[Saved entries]

⁂

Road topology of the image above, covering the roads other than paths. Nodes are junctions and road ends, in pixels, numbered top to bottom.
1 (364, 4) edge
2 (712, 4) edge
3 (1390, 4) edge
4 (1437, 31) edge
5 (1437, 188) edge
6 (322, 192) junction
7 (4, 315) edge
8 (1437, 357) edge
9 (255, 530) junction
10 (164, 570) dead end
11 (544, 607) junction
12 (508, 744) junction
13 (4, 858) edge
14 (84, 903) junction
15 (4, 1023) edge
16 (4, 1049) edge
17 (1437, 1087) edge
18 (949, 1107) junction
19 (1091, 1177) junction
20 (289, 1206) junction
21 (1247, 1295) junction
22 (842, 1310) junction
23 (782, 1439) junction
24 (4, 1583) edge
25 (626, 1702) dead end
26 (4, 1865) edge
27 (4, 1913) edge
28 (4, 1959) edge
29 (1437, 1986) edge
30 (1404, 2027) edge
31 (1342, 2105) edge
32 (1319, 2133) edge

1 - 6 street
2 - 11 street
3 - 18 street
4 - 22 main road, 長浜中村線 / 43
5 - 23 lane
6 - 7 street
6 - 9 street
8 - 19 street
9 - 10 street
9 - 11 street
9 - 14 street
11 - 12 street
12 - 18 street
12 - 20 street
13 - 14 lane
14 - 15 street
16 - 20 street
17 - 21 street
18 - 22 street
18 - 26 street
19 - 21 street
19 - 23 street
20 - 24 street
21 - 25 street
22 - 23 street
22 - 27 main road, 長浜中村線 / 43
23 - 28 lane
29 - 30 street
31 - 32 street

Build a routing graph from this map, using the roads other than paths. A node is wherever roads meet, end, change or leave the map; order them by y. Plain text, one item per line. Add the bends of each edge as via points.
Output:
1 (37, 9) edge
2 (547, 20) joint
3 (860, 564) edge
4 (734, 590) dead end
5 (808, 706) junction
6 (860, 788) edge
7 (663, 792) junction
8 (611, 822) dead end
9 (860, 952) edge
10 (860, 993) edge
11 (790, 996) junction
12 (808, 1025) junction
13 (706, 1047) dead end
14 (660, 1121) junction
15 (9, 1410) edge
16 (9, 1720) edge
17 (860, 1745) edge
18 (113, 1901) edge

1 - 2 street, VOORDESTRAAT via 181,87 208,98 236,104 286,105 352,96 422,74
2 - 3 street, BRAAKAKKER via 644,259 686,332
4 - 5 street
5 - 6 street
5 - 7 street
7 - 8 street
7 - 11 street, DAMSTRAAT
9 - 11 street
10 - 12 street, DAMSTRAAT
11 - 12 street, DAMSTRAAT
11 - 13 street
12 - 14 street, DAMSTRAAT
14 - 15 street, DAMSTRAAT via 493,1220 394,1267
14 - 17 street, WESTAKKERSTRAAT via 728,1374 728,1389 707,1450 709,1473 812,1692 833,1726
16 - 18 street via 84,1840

⁂

_WHAT IS EXPECTED_
Transcribe the records in full, keeping every character as it is.

_TASK OUTPUT_
Road topology of the image above, covering the roads other than paths. Nodes are junctions and road ends, in pixels, numbered top to bottom.
1 (364, 4) edge
2 (712, 4) edge
3 (1390, 4) edge
4 (1437, 31) edge
5 (1437, 188) edge
6 (322, 192) junction
7 (4, 315) edge
8 (1437, 357) edge
9 (255, 530) junction
10 (164, 570) dead end
11 (544, 607) junction
12 (508, 744) junction
13 (4, 858) edge
14 (84, 903) junction
15 (4, 1023) edge
16 (4, 1049) edge
17 (1437, 1087) edge
18 (949, 1107) junction
19 (1091, 1177) junction
20 (289, 1206) junction
21 (1247, 1295) junction
22 (842, 1310) junction
23 (782, 1439) junction
24 (4, 1583) edge
25 (626, 1702) dead end
26 (4, 1865) edge
27 (4, 1913) edge
28 (4, 1959) edge
29 (1437, 1986) edge
30 (1404, 2027) edge
31 (1342, 2105) edge
32 (1319, 2133) edge

1 - 6 street
2 - 11 street
3 - 18 street
4 - 22 main road, 長浜中村線 / 43
5 - 23 lane
6 - 7 street
6 - 9 street
8 - 19 street
9 - 10 street
9 - 11 street
9 - 14 street
11 - 12 street
12 - 18 street
12 - 20 street
13 - 14 lane
14 - 15 street
16 - 20 street
17 - 21 street
18 - 22 street
18 - 26 street
19 - 21 street
19 - 23 street
20 - 24 street
21 - 25 street
22 - 23 street
22 - 27 main road, 長浜中村線 / 43
23 - 28 lane
29 - 30 street
31 - 32 street

Build a routing graph from this map, using the roads other than paths. A node is wherever roads meet, end, change or leave the map; order them by y. Plain text, one item per line. Add the bends of each edge as via points.
Output:
1 (37, 9) edge
2 (547, 20) joint
3 (860, 564) edge
4 (734, 590) dead end
5 (808, 706) junction
6 (860, 788) edge
7 (663, 792) junction
8 (611, 822) dead end
9 (860, 952) edge
10 (860, 993) edge
11 (790, 996) junction
12 (808, 1025) junction
13 (706, 1047) dead end
14 (660, 1121) junction
15 (9, 1410) edge
16 (9, 1720) edge
17 (860, 1745) edge
18 (113, 1901) edge

1 - 2 street, VOORDESTRAAT via 181,87 208,98 236,104 286,105 352,96 422,74
2 - 3 street, BRAAKAKKER via 644,259 686,332
4 - 5 street
5 - 6 street
5 - 7 street
7 - 8 street
7 - 11 street, DAMSTRAAT
9 - 11 street
10 - 12 street, DAMSTRAAT
11 - 12 street, DAMSTRAAT
11 - 13 street
12 - 14 street, DAMSTRAAT
14 - 15 street, DAMSTRAAT via 493,1220 394,1267
14 - 17 street, WESTAKKERSTRAAT via 728,1374 728,1389 707,1450 709,1473 812,1692 833,1726
16 - 18 street via 84,1840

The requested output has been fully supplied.